═════ TASK DATA

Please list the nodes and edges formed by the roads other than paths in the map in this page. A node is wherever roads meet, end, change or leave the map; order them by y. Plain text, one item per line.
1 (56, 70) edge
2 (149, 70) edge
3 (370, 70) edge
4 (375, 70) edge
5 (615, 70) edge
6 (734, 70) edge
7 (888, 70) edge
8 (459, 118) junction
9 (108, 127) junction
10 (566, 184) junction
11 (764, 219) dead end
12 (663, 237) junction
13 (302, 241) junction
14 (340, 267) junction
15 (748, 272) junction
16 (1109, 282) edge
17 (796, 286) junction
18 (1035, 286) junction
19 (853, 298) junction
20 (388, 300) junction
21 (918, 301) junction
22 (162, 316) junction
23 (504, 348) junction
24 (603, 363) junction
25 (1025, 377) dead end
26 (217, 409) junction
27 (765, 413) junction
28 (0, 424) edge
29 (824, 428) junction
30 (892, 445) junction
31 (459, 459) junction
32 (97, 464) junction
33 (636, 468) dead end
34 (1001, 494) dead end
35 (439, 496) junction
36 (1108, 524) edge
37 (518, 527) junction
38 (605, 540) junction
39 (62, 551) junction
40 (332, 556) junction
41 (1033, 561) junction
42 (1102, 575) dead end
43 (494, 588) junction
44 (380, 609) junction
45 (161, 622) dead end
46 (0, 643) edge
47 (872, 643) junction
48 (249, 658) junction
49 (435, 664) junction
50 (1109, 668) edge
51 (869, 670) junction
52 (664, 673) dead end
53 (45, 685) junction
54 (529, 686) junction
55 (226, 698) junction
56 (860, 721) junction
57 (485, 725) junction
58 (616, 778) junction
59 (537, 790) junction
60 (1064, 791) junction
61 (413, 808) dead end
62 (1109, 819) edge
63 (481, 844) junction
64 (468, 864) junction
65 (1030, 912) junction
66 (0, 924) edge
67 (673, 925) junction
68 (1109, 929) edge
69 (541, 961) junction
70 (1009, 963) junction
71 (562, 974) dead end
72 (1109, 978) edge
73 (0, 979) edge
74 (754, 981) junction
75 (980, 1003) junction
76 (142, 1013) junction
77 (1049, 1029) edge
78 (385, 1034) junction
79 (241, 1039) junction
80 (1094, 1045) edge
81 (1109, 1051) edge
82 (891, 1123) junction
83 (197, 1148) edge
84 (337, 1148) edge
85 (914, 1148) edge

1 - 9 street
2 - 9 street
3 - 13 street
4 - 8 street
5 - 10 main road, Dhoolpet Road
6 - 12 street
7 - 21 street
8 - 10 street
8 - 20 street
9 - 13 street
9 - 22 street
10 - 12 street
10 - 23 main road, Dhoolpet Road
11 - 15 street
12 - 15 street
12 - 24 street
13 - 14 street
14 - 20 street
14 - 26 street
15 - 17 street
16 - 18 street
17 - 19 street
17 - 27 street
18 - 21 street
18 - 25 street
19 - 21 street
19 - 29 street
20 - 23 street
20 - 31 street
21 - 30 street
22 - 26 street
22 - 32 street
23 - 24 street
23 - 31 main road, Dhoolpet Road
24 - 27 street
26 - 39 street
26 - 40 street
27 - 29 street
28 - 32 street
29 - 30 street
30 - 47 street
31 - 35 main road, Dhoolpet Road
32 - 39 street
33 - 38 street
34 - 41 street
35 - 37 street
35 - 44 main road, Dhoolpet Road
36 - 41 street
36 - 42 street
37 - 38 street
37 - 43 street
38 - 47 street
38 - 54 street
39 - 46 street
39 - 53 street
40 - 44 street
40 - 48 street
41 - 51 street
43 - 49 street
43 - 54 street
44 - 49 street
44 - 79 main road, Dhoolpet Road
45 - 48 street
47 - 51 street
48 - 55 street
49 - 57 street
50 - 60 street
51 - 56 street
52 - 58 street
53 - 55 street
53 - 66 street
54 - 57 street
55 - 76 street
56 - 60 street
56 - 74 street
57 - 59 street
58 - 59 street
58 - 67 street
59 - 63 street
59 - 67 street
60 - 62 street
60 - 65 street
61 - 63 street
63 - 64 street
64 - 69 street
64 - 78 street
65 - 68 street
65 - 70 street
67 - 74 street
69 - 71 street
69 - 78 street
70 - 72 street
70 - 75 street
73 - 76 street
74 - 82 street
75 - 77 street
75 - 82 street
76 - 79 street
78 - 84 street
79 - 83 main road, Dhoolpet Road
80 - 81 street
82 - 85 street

══════════

Write out every record above, word for word.

### RESULT FOR THIS EXERCISE
Please list the nodes and edges formed by the roads other than paths in the map in this page. A node is wherever roads meet, end, change or leave the map; order them by y. Plain text, one item per line.
1 (56, 70) edge
2 (149, 70) edge
3 (370, 70) edge
4 (375, 70) edge
5 (615, 70) edge
6 (734, 70) edge
7 (888, 70) edge
8 (459, 118) junction
9 (108, 127) junction
10 (566, 184) junction
11 (764, 219) dead end
12 (663, 237) junction
13 (302, 241) junction
14 (340, 267) junction
15 (748, 272) junction
16 (1109, 282) edge
17 (796, 286) junction
18 (1035, 286) junction
19 (853, 298) junction
20 (388, 300) junction
21 (918, 301) junction
22 (162, 316) junction
23 (504, 348) junction
24 (603, 363) junction
25 (1025, 377) dead end
26 (217, 409) junction
27 (765, 413) junction
28 (0, 424) edge
29 (824, 428) junction
30 (892, 445) junction
31 (459, 459) junction
32 (97, 464) junction
33 (636, 468) dead end
34 (1001, 494) dead end
35 (439, 496) junction
36 (1108, 524) edge
37 (518, 527) junction
38 (605, 540) junction
39 (62, 551) junction
40 (332, 556) junction
41 (1033, 561) junction
42 (1102, 575) dead end
43 (494, 588) junction
44 (380, 609) junction
45 (161, 622) dead end
46 (0, 643) edge
47 (872, 643) junction
48 (249, 658) junction
49 (435, 664) junction
50 (1109, 668) edge
51 (869, 670) junction
52 (664, 673) dead end
53 (45, 685) junction
54 (529, 686) junction
55 (226, 698) junction
56 (860, 721) junction
57 (485, 725) junction
58 (616, 778) junction
59 (537, 790) junction
60 (1064, 791) junction
61 (413, 808) dead end
62 (1109, 819) edge
63 (481, 844) junction
64 (468, 864) junction
65 (1030, 912) junction
66 (0, 924) edge
67 (673, 925) junction
68 (1109, 929) edge
69 (541, 961) junction
70 (1009, 963) junction
71 (562, 974) dead end
72 (1109, 978) edge
73 (0, 979) edge
74 (754, 981) junction
75 (980, 1003) junction
76 (142, 1013) junction
77 (1049, 1029) edge
78 (385, 1034) junction
79 (241, 1039) junction
80 (1094, 1045) edge
81 (1109, 1051) edge
82 (891, 1123) junction
83 (197, 1148) edge
84 (337, 1148) edge
85 (914, 1148) edge

1 - 9 street
2 - 9 street
3 - 13 street
4 - 8 street
5 - 10 main road, Dhoolpet Road
6 - 12 street
7 - 21 street
8 - 10 street
8 - 20 street
9 - 13 street
9 - 22 street
10 - 12 street
10 - 23 main road, Dhoolpet Road
11 - 15 street
12 - 15 street
12 - 24 street
13 - 14 street
14 - 20 street
14 - 26 street
15 - 17 street
16 - 18 street
17 - 19 street
17 - 27 street
18 - 21 street
18 - 25 street
19 - 21 street
19 - 29 street
20 - 23 street
20 - 31 street
21 - 30 street
22 - 26 street
22 - 32 street
23 - 24 street
23 - 31 main road, Dhoolpet Road
24 - 27 street
26 - 39 street
26 - 40 street
27 - 29 street
28 - 32 street
29 - 30 street
30 - 47 street
31 - 35 main road, Dhoolpet Road
32 - 39 street
33 - 38 street
34 - 41 street
35 - 37 street
35 - 44 main road, Dhoolpet Road
36 - 41 street
36 - 42 street
37 - 38 street
37 - 43 street
38 - 47 street
38 - 54 street
39 - 46 street
39 - 53 street
40 - 44 street
40 - 48 street
41 - 51 street
43 - 49 street
43 - 54 street
44 - 49 street
44 - 79 main road, Dhoolpet Road
45 - 48 street
47 - 51 street
48 - 55 street
49 - 57 street
50 - 60 street
51 - 56 street
52 - 58 street
53 - 55 street
53 - 66 street
54 - 57 street
55 - 76 street
56 - 60 street
56 - 74 street
57 - 59 street
58 - 59 street
58 - 67 street
59 - 63 street
59 - 67 street
60 - 62 street
60 - 65 street
61 - 63 street
63 - 64 street
64 - 69 street
64 - 78 street
65 - 68 street
65 - 70 street
67 - 74 street
69 - 71 street
69 - 78 street
70 - 72 street
70 - 75 street
73 - 76 street
74 - 82 street
75 - 77 street
75 - 82 street
76 - 79 street
78 - 84 street
79 - 83 main road, Dhoolpet Road
80 - 81 street
82 - 85 street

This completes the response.